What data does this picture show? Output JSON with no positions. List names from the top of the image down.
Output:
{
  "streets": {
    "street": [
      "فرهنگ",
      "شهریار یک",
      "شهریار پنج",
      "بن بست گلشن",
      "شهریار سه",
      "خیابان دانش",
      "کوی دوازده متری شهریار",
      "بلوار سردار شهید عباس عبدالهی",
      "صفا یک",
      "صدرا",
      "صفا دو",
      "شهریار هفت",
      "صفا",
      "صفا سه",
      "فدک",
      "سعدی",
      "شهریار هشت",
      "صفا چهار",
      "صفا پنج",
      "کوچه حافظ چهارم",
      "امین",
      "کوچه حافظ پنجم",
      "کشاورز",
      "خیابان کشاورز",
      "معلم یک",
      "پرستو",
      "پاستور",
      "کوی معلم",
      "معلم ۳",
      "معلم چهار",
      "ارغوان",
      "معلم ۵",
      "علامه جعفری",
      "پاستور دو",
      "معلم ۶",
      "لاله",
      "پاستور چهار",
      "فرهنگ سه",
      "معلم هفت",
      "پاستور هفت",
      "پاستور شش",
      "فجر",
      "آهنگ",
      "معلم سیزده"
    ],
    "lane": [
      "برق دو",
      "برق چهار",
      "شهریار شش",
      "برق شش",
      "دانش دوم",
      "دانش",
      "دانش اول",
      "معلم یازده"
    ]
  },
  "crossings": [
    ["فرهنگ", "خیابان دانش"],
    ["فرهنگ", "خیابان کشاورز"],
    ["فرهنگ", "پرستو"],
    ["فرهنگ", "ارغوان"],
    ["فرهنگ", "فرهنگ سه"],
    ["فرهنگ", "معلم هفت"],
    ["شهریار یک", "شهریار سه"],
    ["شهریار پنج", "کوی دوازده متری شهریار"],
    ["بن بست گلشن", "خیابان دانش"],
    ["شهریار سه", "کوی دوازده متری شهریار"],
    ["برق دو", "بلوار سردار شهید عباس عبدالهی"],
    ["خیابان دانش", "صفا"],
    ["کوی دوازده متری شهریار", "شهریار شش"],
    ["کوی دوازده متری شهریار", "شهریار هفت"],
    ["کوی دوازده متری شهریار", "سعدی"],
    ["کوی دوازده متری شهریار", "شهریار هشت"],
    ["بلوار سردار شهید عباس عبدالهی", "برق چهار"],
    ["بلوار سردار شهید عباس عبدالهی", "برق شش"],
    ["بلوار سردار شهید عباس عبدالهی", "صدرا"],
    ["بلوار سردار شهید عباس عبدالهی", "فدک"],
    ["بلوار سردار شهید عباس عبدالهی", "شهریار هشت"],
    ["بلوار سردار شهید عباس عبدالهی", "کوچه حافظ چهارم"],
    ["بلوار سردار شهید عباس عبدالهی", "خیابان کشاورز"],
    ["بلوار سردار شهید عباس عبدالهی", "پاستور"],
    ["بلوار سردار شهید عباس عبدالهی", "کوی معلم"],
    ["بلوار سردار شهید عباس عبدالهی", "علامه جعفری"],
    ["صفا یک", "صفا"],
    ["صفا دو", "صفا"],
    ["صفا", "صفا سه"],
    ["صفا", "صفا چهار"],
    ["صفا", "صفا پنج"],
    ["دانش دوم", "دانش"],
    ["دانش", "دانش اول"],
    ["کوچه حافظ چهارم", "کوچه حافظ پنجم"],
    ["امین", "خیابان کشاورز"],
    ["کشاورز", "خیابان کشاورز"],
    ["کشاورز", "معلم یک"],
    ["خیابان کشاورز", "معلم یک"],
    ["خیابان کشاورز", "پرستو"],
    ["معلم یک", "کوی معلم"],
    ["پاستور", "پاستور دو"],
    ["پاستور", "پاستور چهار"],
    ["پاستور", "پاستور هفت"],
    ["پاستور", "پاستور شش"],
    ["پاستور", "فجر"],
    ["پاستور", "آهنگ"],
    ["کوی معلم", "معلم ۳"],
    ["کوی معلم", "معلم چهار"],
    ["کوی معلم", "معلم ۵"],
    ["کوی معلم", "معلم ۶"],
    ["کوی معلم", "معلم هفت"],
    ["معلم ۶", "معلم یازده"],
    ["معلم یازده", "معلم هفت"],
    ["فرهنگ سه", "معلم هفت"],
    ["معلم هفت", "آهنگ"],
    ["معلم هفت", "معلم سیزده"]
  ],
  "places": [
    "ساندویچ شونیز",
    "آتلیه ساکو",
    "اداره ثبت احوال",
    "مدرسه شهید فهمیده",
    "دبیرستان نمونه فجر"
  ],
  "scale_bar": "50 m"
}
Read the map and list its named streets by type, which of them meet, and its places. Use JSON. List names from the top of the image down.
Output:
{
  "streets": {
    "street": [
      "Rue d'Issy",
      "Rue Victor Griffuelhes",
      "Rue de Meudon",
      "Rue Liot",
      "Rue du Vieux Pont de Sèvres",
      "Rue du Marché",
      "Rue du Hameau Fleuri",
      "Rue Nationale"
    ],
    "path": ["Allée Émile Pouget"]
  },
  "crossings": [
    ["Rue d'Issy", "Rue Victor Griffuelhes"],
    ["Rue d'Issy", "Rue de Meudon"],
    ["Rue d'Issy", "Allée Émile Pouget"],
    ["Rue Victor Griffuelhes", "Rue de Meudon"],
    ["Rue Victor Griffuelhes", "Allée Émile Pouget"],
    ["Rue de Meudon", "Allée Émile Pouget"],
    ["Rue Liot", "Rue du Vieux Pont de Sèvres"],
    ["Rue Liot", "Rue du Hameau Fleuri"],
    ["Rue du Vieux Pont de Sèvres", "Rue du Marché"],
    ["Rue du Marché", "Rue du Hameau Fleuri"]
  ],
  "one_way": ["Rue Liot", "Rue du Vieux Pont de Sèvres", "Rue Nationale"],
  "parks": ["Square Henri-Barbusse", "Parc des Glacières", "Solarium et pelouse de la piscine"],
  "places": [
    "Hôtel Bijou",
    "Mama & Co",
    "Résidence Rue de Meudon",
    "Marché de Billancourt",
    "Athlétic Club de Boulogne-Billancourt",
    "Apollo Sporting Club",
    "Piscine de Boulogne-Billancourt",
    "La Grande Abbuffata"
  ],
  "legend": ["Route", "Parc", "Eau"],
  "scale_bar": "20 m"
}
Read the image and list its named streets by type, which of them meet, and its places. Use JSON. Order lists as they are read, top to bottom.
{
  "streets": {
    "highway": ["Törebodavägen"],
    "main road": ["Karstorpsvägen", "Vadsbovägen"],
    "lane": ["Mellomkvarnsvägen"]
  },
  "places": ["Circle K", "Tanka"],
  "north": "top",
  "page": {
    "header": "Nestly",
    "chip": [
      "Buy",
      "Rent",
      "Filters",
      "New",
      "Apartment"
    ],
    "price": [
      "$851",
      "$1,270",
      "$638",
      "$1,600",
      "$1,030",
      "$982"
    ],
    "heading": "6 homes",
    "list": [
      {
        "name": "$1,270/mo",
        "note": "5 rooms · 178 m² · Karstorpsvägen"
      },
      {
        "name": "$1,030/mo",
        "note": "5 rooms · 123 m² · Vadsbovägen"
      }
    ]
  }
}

_WHAT YOU SHOULD DO_
State how many lines above include the word "from", and nothing more.

_ANSWER TO THIS EXERCISE_
2